▶ _What you need to do_
Locate the string "dead" in the records below. Copy every line where it occurs.

▶ _Record extracts_
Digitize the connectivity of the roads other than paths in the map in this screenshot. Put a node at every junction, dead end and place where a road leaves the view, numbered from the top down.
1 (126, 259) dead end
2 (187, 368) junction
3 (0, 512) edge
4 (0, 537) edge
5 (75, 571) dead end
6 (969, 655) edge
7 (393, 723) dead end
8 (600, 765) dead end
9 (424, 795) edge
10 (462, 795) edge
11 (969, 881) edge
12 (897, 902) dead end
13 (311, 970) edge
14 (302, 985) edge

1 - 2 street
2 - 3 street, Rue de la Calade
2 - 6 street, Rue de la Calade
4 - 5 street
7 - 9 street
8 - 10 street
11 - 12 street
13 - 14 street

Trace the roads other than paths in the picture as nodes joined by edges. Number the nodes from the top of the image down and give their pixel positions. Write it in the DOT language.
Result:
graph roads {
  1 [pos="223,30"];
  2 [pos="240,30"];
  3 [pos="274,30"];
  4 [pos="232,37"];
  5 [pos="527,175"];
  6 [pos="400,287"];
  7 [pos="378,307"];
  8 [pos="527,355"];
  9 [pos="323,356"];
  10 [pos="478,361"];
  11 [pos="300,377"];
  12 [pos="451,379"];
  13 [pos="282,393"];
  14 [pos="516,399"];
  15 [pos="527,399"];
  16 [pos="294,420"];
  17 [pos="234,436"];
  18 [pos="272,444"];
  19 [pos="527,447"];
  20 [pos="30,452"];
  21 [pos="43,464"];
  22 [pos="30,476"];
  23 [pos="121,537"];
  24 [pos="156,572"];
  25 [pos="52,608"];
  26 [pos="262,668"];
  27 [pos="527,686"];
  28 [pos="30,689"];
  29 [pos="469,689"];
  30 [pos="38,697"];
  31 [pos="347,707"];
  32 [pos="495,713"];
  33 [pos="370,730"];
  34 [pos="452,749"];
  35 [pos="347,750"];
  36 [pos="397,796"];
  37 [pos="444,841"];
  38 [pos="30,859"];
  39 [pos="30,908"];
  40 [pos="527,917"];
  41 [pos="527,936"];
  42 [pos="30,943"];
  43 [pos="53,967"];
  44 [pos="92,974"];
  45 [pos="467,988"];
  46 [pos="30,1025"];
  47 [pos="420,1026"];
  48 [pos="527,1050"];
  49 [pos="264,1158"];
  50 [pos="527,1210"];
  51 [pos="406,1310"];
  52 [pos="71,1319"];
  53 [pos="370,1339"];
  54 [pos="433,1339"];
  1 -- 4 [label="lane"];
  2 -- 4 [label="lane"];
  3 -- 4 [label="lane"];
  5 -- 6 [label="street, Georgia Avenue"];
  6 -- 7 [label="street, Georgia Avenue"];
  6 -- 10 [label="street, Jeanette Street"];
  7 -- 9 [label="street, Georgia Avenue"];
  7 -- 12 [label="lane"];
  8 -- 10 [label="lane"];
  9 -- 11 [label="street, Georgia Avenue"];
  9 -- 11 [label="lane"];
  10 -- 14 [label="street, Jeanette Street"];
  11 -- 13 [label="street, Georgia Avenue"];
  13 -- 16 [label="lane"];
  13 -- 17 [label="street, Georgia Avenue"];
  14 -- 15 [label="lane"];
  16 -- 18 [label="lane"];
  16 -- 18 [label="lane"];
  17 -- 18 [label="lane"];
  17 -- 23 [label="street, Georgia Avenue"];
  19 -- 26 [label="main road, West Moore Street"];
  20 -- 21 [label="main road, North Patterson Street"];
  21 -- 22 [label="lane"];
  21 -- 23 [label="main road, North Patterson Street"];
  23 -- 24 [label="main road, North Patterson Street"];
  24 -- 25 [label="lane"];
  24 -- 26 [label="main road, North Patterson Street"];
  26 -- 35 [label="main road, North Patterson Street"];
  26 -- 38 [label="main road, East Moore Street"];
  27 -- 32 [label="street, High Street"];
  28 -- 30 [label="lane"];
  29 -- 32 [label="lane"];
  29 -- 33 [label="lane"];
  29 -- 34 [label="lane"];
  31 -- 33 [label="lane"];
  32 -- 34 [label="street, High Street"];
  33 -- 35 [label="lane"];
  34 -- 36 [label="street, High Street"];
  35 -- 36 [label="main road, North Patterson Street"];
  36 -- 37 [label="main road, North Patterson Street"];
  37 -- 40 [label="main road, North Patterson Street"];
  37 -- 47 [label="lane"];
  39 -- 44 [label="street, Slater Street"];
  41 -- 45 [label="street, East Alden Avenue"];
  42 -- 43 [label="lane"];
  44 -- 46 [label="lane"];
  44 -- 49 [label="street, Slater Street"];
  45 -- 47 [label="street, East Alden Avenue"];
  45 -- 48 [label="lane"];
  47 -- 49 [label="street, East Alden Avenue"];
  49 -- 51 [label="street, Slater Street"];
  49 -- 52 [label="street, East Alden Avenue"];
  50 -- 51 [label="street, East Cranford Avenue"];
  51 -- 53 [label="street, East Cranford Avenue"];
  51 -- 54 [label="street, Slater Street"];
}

▶ _Answer space_
Digitize the connectivity of the roads other than paths in the map in this screenshot. Put a node at every junction, dead end and place where a road leaves the view, numbered from the top down.
1 (126, 259) dead end
5 (75, 571) dead end
7 (393, 723) dead end
8 (600, 765) dead end
12 (897, 902) dead end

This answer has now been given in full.